The Justice Department must provide an affidavit by Monday certifying the accuracy of the inventory that the Department has released detailing items removed from Mar-a-Lago.
Trump has until next Friday to file an affidavit of objection to the stockpile, including listing any items that were taken that do not appear on the list, or items that the listing says were removed and whose presence on his property is disputed. Trump and his allies have repeatedly claimed that the FBI planted evidence during its research, although his attorneys did not make that claim in court.
“This submission will be the Plaintiff’s last opportunity to raise any factual dispute regarding the completeness and accuracy of the detailed property inventory,” Derry stated.
Deere also instructed the government and Trump’s legal team to approve by Friday a third-party supplier to digitize the records, and stipulated that the seller would have three days to make the records available electronically for the review to begin.
Trump’s legal team has also been directed to provide any assurances it will make about each record in these categories: attorney-client privilege; The privilege of a lawyer’s work product; Executive privilege that prohibits document review within the executive branch; Executive privilege that prohibits publication of the document to persons or entities outside the executive authority; and whether the document is a presidential or personal record under the Presidential Records Act of 1978.
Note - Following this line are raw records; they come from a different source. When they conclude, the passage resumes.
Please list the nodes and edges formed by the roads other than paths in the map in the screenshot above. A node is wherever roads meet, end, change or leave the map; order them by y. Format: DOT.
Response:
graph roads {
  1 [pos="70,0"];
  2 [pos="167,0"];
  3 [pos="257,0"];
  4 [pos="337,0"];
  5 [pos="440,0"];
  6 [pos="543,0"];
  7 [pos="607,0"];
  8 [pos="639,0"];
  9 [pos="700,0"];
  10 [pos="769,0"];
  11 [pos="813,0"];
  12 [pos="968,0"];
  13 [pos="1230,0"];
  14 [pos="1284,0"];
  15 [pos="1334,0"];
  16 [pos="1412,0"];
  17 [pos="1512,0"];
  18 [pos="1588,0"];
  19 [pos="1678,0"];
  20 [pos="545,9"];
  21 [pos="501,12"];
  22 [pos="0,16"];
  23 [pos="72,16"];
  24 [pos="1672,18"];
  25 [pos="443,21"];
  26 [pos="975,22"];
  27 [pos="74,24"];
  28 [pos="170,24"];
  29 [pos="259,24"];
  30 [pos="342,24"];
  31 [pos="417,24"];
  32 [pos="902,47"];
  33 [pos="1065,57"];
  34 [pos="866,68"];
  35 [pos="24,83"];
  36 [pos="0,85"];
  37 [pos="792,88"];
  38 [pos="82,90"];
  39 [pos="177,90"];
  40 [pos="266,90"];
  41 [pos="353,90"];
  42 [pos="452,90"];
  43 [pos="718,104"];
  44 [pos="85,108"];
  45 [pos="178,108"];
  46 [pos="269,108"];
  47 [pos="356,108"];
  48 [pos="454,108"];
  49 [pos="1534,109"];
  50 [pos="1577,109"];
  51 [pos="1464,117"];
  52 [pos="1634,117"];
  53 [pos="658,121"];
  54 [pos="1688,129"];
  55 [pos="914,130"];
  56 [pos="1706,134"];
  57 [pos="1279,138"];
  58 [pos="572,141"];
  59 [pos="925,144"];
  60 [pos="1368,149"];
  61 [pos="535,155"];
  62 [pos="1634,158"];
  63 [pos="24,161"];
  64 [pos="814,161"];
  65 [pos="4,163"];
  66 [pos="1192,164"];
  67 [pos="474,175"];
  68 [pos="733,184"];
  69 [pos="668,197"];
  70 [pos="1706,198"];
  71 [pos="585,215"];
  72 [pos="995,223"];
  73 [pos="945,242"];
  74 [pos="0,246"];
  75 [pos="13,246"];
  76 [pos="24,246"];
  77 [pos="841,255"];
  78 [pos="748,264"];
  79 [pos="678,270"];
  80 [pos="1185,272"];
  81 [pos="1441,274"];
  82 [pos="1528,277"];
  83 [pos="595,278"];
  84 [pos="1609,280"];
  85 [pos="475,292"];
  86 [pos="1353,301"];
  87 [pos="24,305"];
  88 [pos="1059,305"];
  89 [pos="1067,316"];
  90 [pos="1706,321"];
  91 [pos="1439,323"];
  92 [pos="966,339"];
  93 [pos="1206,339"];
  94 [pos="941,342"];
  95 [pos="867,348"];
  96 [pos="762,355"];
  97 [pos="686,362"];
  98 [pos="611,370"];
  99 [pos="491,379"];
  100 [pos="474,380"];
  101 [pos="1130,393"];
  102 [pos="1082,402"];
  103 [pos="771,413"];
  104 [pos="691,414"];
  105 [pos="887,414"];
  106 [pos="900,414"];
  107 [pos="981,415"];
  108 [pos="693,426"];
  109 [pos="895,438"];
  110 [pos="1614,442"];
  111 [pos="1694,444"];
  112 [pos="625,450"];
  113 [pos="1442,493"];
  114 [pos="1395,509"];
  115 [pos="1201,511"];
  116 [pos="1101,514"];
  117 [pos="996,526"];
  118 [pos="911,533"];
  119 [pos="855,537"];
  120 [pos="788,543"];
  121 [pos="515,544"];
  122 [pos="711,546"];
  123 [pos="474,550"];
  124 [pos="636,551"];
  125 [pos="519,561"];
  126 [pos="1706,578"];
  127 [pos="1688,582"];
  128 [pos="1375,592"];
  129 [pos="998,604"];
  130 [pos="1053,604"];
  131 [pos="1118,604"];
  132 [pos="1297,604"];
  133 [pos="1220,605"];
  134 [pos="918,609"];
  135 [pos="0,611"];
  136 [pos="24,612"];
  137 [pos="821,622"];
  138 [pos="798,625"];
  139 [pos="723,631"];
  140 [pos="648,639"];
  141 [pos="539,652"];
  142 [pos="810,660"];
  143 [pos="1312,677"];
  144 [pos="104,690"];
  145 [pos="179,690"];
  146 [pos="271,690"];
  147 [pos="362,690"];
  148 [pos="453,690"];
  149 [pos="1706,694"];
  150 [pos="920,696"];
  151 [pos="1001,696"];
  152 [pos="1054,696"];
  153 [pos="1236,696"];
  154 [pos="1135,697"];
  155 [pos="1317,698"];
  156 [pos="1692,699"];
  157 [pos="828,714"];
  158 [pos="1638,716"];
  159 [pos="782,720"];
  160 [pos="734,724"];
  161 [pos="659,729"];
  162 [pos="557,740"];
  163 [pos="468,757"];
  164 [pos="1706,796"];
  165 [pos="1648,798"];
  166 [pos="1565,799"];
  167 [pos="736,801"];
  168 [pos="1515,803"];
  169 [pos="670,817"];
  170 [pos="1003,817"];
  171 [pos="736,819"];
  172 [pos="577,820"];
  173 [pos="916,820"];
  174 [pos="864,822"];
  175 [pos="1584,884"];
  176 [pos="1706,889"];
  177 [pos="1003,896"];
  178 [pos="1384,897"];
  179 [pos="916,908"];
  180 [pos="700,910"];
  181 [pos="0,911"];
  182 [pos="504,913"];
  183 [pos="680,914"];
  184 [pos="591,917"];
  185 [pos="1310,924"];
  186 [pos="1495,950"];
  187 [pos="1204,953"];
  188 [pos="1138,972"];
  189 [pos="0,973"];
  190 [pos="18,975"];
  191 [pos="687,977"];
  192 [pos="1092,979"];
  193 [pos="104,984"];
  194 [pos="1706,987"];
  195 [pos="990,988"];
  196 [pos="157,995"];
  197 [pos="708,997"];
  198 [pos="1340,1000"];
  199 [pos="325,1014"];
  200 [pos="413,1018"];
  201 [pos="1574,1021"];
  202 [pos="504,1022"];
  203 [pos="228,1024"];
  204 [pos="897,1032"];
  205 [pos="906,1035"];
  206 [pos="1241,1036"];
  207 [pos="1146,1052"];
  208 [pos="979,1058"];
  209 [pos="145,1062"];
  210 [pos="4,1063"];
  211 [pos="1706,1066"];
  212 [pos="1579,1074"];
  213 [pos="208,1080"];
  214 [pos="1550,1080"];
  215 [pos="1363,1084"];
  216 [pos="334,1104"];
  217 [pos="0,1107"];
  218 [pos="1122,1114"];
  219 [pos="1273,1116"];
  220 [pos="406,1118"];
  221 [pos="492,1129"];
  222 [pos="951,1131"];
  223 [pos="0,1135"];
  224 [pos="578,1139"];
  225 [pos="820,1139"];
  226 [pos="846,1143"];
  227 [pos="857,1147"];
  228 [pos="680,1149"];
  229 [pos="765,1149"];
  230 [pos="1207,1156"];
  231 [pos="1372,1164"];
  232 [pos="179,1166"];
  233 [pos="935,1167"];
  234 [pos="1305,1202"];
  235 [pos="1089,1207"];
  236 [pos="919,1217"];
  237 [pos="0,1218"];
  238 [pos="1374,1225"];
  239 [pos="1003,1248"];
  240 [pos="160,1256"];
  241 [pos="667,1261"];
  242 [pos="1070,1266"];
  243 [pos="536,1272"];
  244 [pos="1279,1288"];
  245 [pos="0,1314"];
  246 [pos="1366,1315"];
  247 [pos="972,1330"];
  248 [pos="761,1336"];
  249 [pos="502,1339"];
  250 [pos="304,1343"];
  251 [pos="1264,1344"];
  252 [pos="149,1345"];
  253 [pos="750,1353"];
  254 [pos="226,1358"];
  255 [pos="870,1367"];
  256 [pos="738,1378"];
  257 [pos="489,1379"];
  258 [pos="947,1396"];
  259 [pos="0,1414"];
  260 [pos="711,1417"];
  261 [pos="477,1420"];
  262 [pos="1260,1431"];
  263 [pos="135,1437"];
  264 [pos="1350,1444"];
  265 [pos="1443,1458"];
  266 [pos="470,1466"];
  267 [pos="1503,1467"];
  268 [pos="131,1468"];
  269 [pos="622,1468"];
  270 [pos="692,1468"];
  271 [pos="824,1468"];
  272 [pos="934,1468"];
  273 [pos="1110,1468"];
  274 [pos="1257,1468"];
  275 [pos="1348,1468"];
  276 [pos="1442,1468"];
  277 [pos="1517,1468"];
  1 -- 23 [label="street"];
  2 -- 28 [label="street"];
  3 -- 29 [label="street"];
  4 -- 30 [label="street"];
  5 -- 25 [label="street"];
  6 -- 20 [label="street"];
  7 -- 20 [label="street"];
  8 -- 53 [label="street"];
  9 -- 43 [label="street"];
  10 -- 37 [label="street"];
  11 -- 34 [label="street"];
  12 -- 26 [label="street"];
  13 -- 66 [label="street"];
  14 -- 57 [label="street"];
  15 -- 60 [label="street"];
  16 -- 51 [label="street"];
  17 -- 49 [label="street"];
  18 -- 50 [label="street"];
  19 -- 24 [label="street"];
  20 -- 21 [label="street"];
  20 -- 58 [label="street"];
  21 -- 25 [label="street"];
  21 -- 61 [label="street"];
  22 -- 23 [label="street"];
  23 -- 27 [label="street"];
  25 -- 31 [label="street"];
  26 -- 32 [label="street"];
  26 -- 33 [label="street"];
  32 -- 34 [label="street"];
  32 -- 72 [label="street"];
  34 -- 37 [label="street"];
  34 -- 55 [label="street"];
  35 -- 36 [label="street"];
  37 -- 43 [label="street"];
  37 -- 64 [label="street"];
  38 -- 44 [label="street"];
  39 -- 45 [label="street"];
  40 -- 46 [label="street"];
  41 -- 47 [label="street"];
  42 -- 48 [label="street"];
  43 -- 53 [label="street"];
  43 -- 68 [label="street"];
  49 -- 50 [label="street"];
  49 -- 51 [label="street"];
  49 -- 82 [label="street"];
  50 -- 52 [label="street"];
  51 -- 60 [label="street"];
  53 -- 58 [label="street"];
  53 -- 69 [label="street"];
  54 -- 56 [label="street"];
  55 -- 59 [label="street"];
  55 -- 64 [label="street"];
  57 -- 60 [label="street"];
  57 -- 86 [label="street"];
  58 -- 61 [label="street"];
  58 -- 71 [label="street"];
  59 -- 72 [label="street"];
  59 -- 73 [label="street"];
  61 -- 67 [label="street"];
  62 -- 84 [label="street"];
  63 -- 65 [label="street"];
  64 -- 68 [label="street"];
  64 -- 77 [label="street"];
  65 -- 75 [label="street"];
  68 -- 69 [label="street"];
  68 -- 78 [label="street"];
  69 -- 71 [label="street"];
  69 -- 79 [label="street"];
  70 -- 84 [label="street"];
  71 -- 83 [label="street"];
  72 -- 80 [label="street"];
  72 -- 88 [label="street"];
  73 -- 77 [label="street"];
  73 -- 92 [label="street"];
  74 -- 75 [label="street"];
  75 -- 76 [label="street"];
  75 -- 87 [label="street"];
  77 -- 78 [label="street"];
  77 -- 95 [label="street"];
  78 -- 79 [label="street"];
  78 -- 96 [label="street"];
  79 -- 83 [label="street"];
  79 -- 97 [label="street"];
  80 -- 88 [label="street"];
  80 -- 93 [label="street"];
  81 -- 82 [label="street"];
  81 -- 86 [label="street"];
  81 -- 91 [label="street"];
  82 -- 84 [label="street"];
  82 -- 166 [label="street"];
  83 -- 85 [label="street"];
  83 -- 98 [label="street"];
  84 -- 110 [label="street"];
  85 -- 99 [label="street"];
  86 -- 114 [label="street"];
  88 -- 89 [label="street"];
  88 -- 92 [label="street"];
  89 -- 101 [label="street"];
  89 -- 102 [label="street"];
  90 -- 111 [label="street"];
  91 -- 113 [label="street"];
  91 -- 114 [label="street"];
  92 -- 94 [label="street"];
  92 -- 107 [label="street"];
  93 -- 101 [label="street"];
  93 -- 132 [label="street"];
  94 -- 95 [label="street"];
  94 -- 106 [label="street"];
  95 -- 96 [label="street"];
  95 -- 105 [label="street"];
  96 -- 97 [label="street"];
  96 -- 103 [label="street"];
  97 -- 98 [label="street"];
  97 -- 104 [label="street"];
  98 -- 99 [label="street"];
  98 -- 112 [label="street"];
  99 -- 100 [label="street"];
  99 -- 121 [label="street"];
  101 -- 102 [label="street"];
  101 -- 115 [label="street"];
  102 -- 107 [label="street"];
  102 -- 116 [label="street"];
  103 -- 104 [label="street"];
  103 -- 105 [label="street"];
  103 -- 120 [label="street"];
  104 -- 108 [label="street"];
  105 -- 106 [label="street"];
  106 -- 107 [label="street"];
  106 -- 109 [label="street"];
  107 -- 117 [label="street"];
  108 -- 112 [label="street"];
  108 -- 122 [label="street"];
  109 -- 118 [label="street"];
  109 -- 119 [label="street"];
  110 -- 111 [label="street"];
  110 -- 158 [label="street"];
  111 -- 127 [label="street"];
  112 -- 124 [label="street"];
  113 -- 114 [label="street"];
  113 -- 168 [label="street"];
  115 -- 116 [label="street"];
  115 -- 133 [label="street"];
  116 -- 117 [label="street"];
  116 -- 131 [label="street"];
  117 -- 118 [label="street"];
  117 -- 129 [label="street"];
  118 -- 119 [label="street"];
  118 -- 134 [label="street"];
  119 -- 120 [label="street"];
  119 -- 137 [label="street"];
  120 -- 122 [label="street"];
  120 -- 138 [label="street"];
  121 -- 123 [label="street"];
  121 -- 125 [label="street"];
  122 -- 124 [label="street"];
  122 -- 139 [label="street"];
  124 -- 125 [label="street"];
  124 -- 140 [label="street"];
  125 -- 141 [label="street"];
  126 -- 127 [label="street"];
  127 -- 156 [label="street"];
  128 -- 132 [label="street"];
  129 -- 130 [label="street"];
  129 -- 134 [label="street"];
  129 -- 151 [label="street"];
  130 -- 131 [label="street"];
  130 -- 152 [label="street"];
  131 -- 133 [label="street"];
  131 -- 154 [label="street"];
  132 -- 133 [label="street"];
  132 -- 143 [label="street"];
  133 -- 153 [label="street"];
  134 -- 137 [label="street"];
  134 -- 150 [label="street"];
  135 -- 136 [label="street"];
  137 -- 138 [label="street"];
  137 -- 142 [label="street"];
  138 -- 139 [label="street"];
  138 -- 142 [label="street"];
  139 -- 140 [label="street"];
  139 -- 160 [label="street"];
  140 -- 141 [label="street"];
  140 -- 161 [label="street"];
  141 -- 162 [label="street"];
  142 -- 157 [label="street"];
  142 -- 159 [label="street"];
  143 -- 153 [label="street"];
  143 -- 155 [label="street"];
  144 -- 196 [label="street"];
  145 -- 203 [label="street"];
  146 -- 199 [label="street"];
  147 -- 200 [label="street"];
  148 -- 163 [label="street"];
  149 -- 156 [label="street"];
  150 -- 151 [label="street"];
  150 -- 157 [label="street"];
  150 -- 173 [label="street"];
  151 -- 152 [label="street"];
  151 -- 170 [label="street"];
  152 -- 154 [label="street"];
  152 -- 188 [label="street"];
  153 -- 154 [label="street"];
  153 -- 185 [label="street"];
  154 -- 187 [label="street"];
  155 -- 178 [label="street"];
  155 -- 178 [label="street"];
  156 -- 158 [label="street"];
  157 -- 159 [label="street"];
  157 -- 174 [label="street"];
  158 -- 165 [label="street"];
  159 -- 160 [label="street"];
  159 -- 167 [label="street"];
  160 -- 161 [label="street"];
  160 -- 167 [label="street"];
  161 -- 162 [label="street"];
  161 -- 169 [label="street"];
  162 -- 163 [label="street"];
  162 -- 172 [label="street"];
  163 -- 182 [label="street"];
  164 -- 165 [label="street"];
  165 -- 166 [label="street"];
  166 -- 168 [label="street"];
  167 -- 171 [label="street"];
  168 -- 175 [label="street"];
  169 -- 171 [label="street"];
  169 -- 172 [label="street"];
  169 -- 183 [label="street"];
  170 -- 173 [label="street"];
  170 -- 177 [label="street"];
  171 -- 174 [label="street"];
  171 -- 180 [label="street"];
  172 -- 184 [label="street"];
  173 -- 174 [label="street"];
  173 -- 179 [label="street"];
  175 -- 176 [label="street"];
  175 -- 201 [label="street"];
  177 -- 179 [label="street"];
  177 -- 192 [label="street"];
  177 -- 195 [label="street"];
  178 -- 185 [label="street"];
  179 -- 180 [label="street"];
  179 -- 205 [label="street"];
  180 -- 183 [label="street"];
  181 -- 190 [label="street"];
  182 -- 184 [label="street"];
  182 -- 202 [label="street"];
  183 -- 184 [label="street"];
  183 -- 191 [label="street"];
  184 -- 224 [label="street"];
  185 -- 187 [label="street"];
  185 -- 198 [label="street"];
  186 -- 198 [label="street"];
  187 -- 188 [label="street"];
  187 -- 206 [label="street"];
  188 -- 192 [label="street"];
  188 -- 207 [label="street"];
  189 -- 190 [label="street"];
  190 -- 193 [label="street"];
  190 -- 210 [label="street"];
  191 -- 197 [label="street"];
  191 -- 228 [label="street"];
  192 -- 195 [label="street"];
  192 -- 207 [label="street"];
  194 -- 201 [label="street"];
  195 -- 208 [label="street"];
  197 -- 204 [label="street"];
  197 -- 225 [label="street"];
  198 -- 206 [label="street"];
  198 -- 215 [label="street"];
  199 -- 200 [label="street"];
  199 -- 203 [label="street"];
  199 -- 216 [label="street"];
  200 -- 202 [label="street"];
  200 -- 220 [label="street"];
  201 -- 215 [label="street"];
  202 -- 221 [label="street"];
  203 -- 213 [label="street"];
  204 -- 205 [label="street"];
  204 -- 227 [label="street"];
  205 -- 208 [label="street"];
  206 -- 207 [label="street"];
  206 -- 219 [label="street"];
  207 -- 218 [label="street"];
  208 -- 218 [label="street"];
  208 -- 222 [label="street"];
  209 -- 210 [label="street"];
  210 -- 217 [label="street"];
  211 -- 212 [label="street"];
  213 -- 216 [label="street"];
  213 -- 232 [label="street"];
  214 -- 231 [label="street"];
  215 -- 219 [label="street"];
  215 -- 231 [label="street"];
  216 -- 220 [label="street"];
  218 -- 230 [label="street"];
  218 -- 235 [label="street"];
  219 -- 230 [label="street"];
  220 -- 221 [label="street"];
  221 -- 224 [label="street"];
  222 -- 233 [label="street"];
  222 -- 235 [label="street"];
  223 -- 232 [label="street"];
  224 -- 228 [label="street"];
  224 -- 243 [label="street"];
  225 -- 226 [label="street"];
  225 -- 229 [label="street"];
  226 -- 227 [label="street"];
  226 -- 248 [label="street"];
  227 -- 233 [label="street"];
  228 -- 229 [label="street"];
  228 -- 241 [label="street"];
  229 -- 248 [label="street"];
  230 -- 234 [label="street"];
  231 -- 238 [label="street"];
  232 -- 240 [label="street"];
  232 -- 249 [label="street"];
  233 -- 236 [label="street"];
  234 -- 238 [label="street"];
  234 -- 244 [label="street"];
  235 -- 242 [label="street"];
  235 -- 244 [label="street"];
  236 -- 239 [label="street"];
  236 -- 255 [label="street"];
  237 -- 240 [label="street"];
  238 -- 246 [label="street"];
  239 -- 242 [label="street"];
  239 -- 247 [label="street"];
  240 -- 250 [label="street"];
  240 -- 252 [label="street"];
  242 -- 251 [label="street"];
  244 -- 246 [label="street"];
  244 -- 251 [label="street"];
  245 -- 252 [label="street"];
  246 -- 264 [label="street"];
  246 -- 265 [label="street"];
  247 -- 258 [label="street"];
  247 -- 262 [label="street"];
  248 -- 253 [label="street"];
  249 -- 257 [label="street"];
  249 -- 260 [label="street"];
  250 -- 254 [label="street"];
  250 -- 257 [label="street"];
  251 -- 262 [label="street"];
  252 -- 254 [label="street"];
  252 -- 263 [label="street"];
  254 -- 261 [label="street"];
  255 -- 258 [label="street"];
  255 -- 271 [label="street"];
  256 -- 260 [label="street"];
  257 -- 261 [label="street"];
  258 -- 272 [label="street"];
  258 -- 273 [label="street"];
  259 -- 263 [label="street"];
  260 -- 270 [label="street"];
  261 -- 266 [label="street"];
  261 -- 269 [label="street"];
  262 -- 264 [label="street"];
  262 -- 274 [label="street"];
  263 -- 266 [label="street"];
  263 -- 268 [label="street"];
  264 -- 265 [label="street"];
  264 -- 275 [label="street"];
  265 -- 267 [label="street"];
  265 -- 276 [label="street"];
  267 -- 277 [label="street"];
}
For any document that Trump considers private or personal, it must include a brief statement explaining the basis for the designation.
Derry instructed the Trump team to provide periodic updates on Trump’s assertions and make a final decision on what the former president wants to claim regarding all 11,000 records by October 14.
The Department of Justice and Trump’s lawyers should also try to resolve as many disputes over the records as possible, although Derry said he would intervene to resolve disputes throughout the process. The department and Trump’s lawyers must submit a final record of the disputes by October 21.
Trump’s legal team received documents identified by the FBI’s liquidation team as falling under attorney-client privilege on September 16; The former President’s legal team has been instructed to begin reviewing those documents and confirming any such allegations about them.
Deere said that once his work is reviewed by the district court, he will consider any request by Trump to return the property. Trump would need to determine whether such a claim should be resolved by Cannon, the Southern District of Florida Magistrate’s Judge or the US District Court who issued the search warrant.